A 23-year-old university student in China was recently sentenced to 2.5 years in prison after finding, and taking advantage of, a loophole in the KFC ordering app, helping him to swindle around NT$866,000 worth of chicken.
According to foreign media reports, the man, surnamed Xu (徐), discovered the bug in 2018 and realized that he could order food by using coupons via the KFC official app and then immediately asking for a refund via its WeChat account.
The student then shared this discovery with his friends and reportedly began selling the coupons online to profit from this loophole.
In the following six months, Xu and others caused around NT$866,000 worth of economic loss to local KFC stores. The scammer was later nabbed by authorities.

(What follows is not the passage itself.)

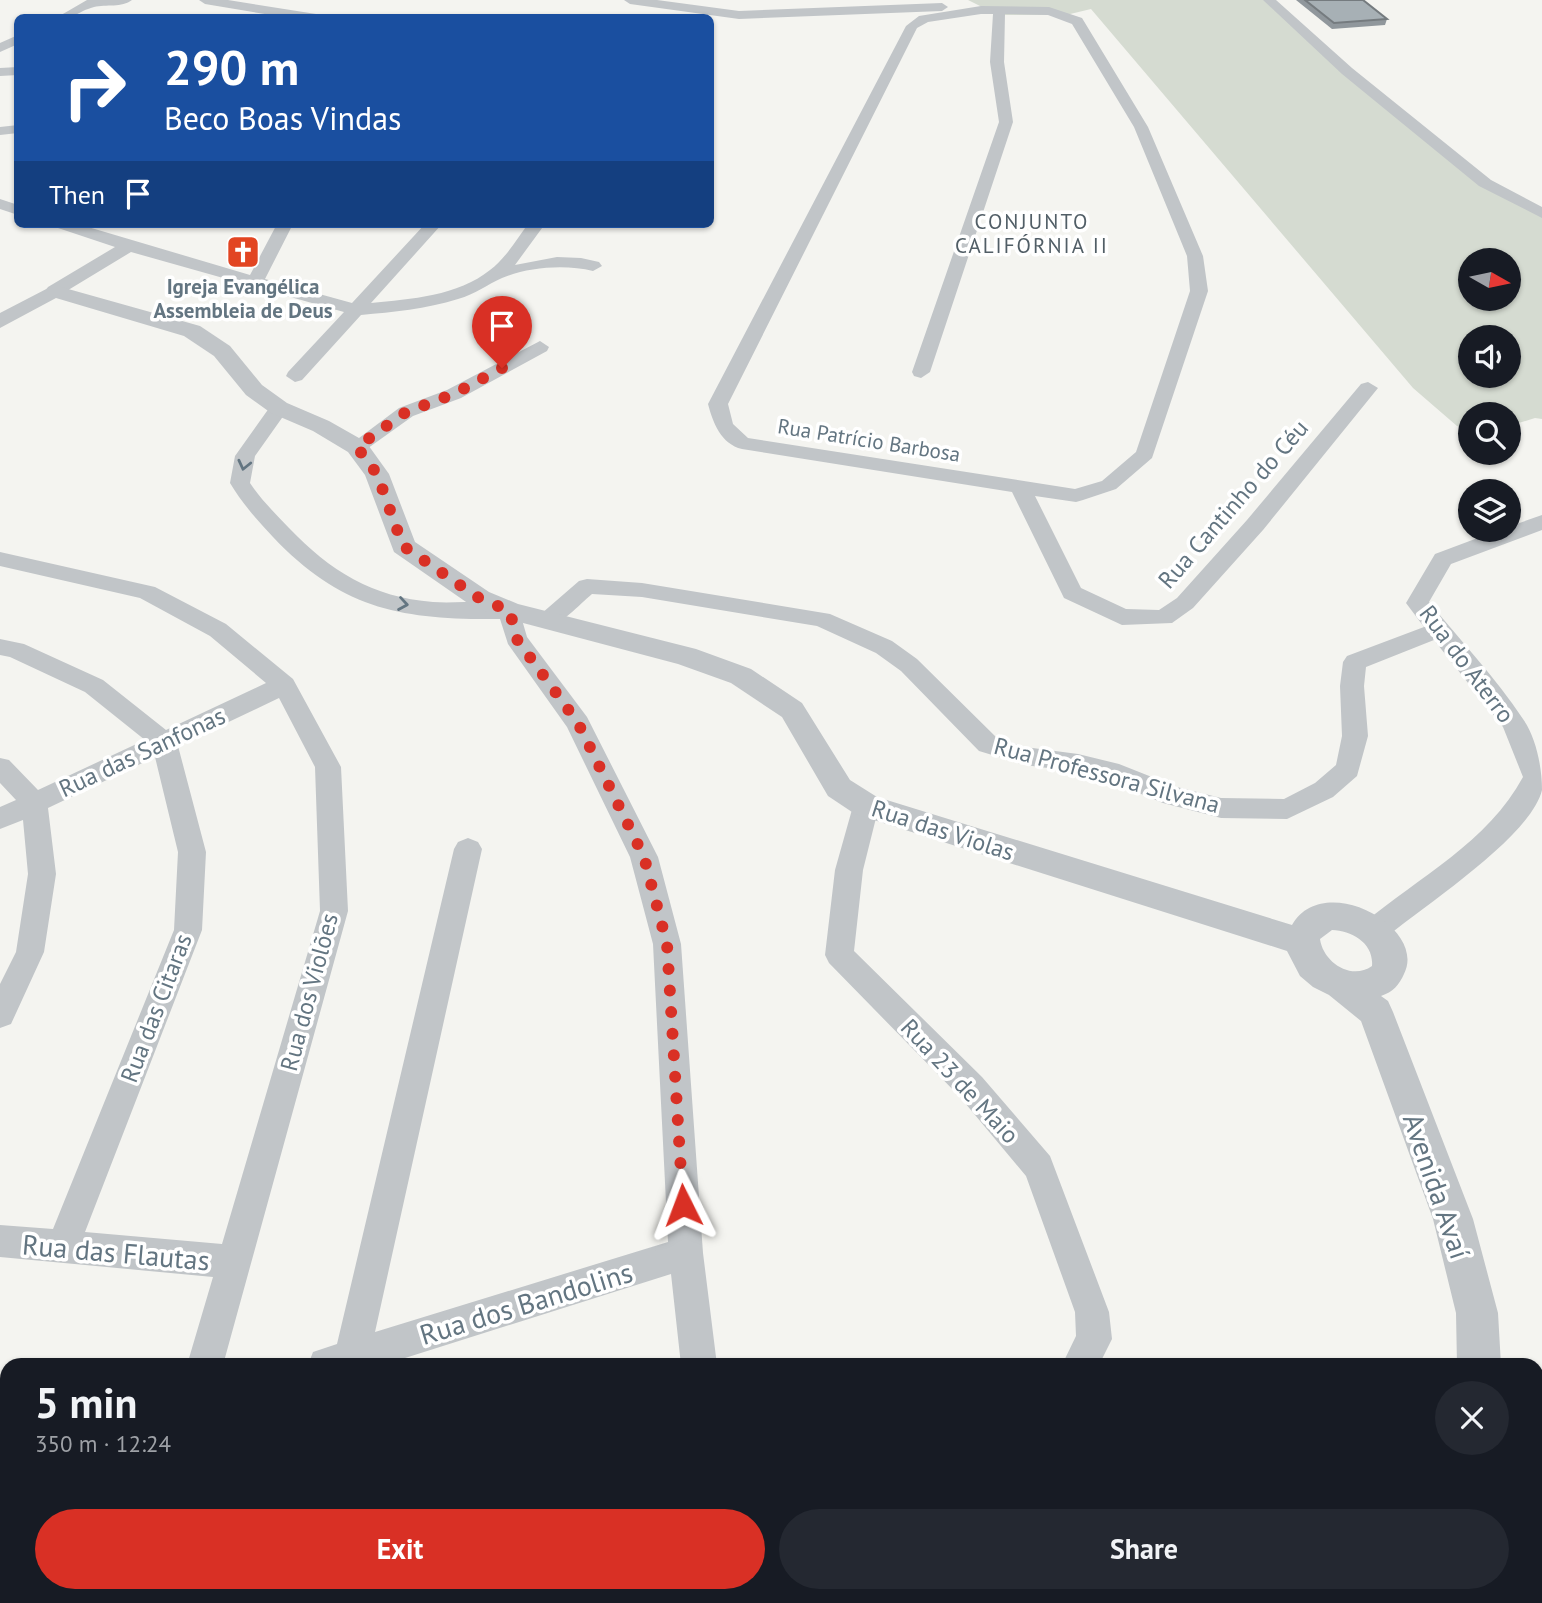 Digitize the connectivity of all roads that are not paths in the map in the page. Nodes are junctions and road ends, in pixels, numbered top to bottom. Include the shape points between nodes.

The university student was then put on trial and sentenced to 2.5 years in prison for fraud and was fined around NT$26,000, while his friends were also sentenced between 15 months to 2 years behind bars along with NT$4000 to NT$17,000 fines.
However, the issue sparked debate among many social media users as some questioned whether it constitutes a crime to take advantage of a poorly designed app.
The debate also brought about Chinese authorities’ official reply which equated the situation to that of withdrawing and keeping money from a malfunctioning ATM machine.
In accordance with Chinese law, it is considered a crime as it falls in the category of “unjustified enrichment.”